Лишь когда ужин близился к завершению, я поняла, что отец распланировал нашу беседу так тщательно, словно вел атаку на замковые укрепления. Разговаривая с ним и Риддлом, я совершенно забыла о своих уязвленных чувствах. Я поняла, что беседа Фитца Виджиланта и Шун увяла и писарь прислушивается к нам. Она же, недовольно поджав губы, крошила кусок хлеба. Я все это осознала, только когда отец, поерзав на стуле, небрежно спросил:

– Ну а ты, писарь Лант, что думаешь о теории Риддла? Ты когда-нибудь бывал в подземельях Оленьего замка?

Юноша чуть вздрогнул, словно смущенный, что его застигли за подслушиванием. Но потом взял себя в руки и признался, что, когда был моложе, совершил вылазку в недра крепости вместе с несколькими приятелями. Они затеяли это на спор, но забрались слишком близко к темницам, и стражник, строго отчитав, заставил их уйти. Больше Фитц Виджилант туда не спускался.

– Это было отвратительное место. Холодно, темно, сыро… Я испытал сильнейший испуг, когда стражник пригрозил посадить нас в темницу и не выпускать, пока кто-то не придет за нами.
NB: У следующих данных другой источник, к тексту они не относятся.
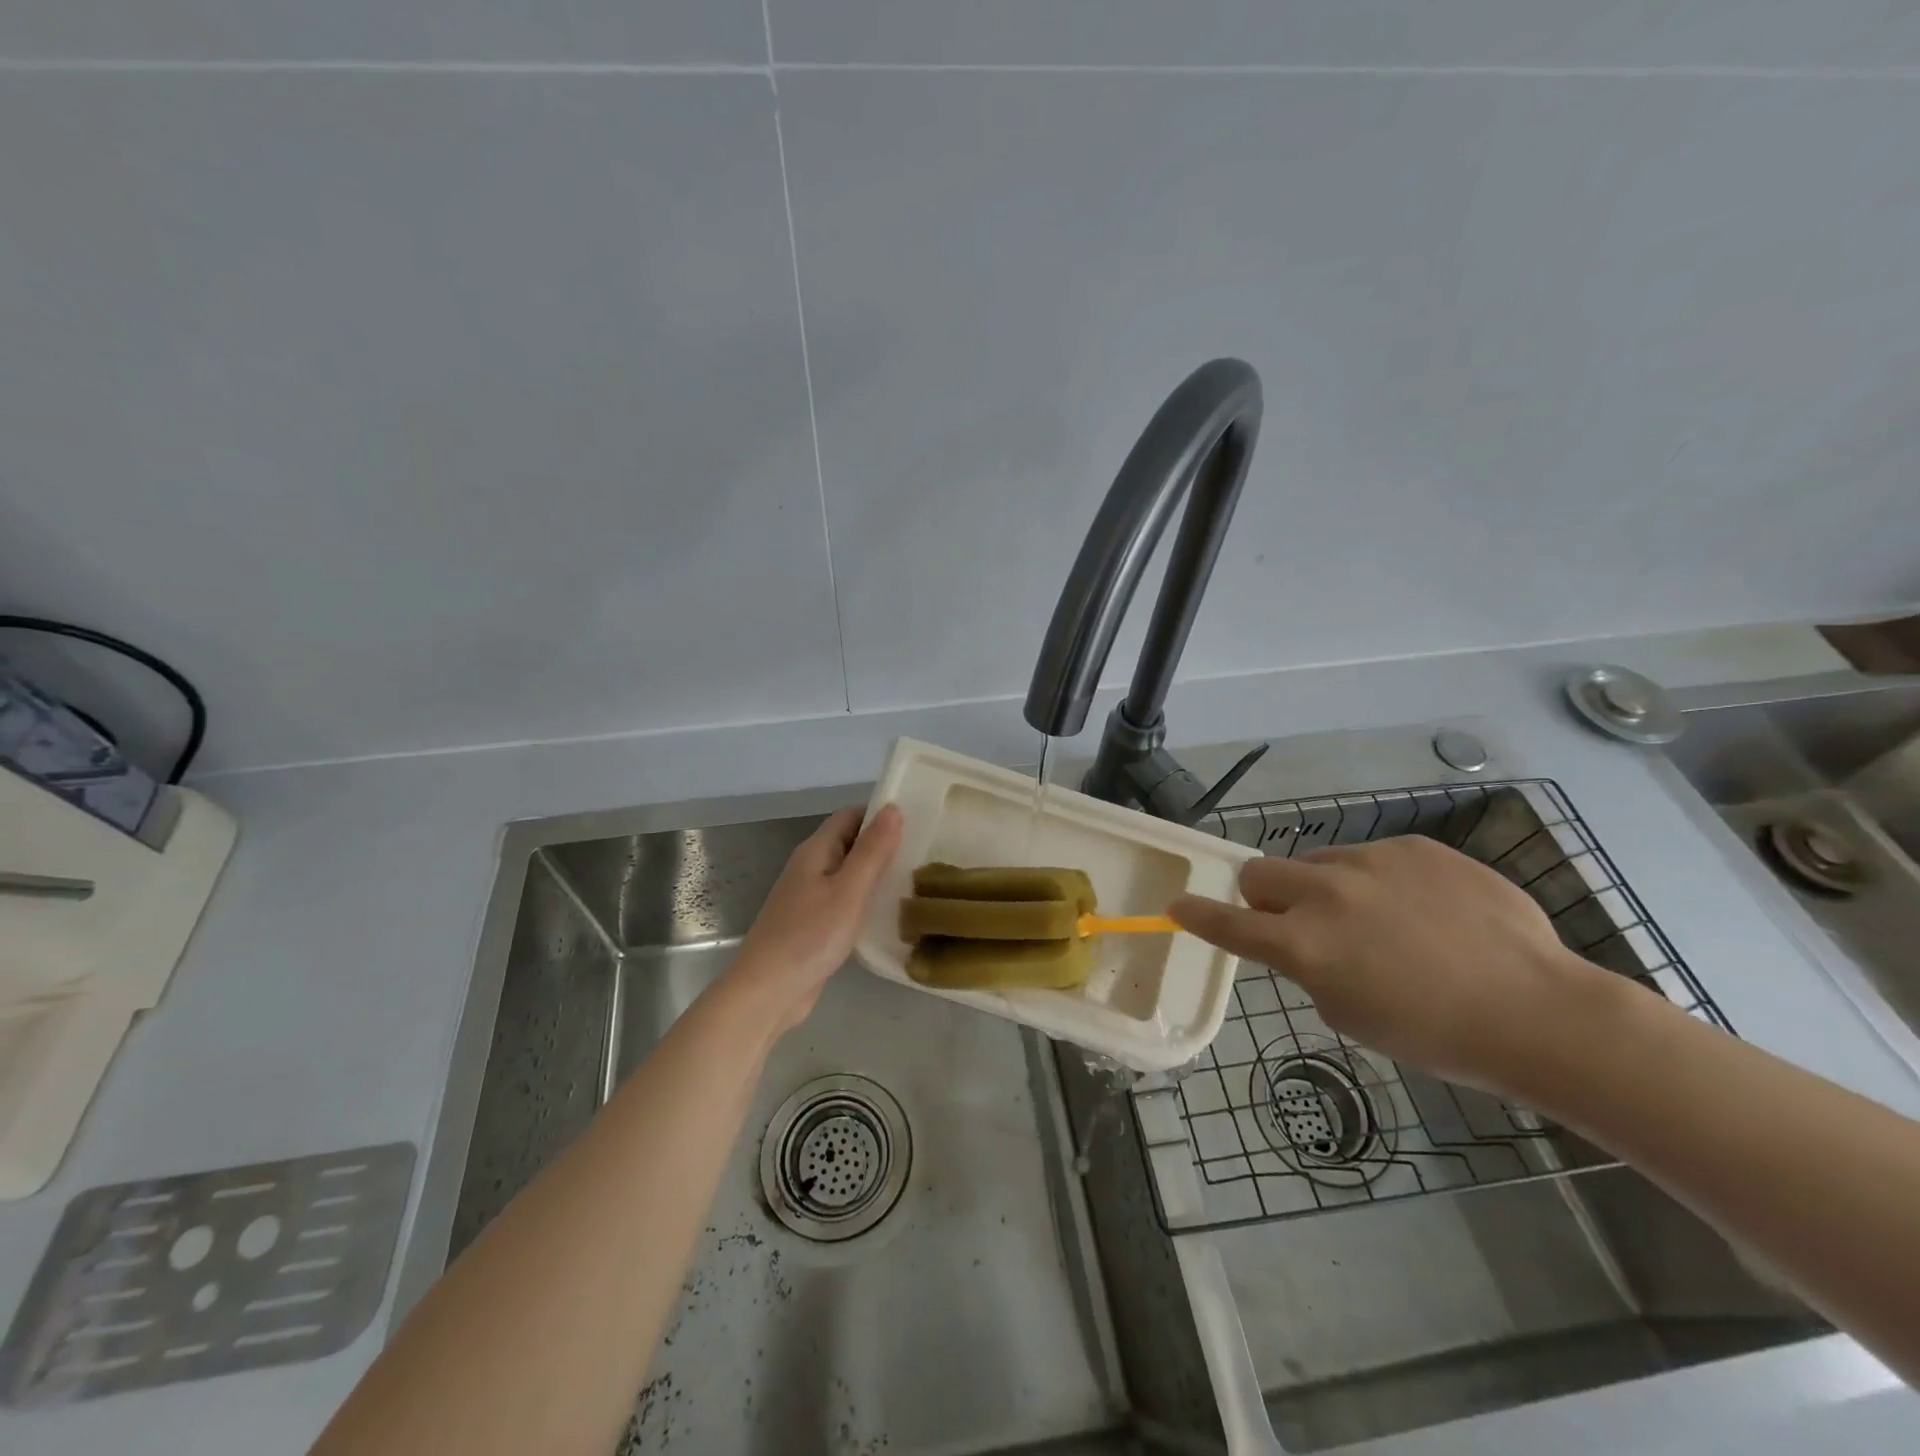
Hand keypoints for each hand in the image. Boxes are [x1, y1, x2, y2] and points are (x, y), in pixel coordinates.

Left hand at [727, 804, 902, 1033]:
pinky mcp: (814, 924)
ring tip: (915, 880)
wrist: (768, 991)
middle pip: (849, 843)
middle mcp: (810, 868)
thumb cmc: (810, 936)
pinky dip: (866, 900)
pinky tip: (890, 913)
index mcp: (815, 851)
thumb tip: (893, 808)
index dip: (879, 814)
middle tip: (923, 852)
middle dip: (883, 844)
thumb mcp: (849, 890)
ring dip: (877, 874)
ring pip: (848, 874)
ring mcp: (810, 897)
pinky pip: (845, 900)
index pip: (850, 816)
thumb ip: (872, 850)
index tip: (916, 821)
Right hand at [1170, 835, 1621, 1097]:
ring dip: (1327, 889)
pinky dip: (1380, 882)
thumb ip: (1309, 969)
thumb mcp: (1349, 1015)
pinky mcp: (1414, 847)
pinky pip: (1374, 858)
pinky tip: (1426, 912)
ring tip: (1382, 921)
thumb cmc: (1436, 1035)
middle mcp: (1325, 893)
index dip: (1196, 914)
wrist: (1538, 1011)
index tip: (1175, 905)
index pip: (1228, 923)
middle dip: (1263, 896)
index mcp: (1304, 945)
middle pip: (1259, 872)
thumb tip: (1305, 942)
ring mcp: (1370, 862)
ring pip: (1319, 863)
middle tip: (1298, 922)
Заслышав это, мы сбежали. О, несомненно, некоторые люди заслуживают заключения в таком месте, но что касается меня, то ноги моей там больше не будет.

– Несомненно, – любезным тоном ответил мой отец, но на миг в его глазах сверкнули темные искры черного гнева, и я узнала взгляд Волка-Отца.

Я уставилась на него. Волк-Отец жил в моем отце? Это стало для меня откровением, и остаток вечера я размышляла, почти не участвуя в беседе.

Когда трапеза закончилась, отец предложил мне руку. Я сумела взять ее, не выдав своего изумления, и позволила ему проводить меня в гостиную, где мужчины пили бренди, а Шун – красное вино. Удивительное дело, но на подносе меня дожидалась кружка подогретого сидра с пряностями. Отец возобновил беседу про Элдерлингов, и писарь Лант присоединился. Я удивилась тому, настолько дружелюбно он держался; я ожидала, что он будет угрюмым и саркастичным, поскольку отец сказал, что ранее отчитал его в довольно жесткой форме. Но писарь как будто принял его замечания и даже дважды заговорил со мной напрямую – при этом его тон не был ни снисходительным, ни насмешливым. И, пусть и далеко не сразу, я все же решилась поверить, что он признал ошибку и теперь хочет исправить ее.

На моего отца он смотрел почти обеспокоенно, как будто одобрение Тома Баджерлока для него было чрезвычайно важно. «Он боится», – подумала я. И как я раньше не понимала, что писарь Лант очень уязвим. Еще мальчишкой он видел, на что способен мой отец, а теперь ему приходилось полагаться на гостеприимство Тома Баджерлока, чтобы оставаться в безопасности. Если отец его выгонит, куда пойдет Лант? Как быстро его отыщут и убьют? Мои чувства смешались. Зеленые глаза Шун сверкали от раздражения: Лант уделял больше внимания моему отцу и разговору, чем ей, что не могло меня не радовать. В то же самое время мне было не по себе оттого, что его грубость по отношению ко мне обернулась от страха в щенячье раболепие перед моим отцом. Я притихла, стала больше смотреть и слушать, чем говорить, и в конце концов извинилась и ушла, сославшись на усталость.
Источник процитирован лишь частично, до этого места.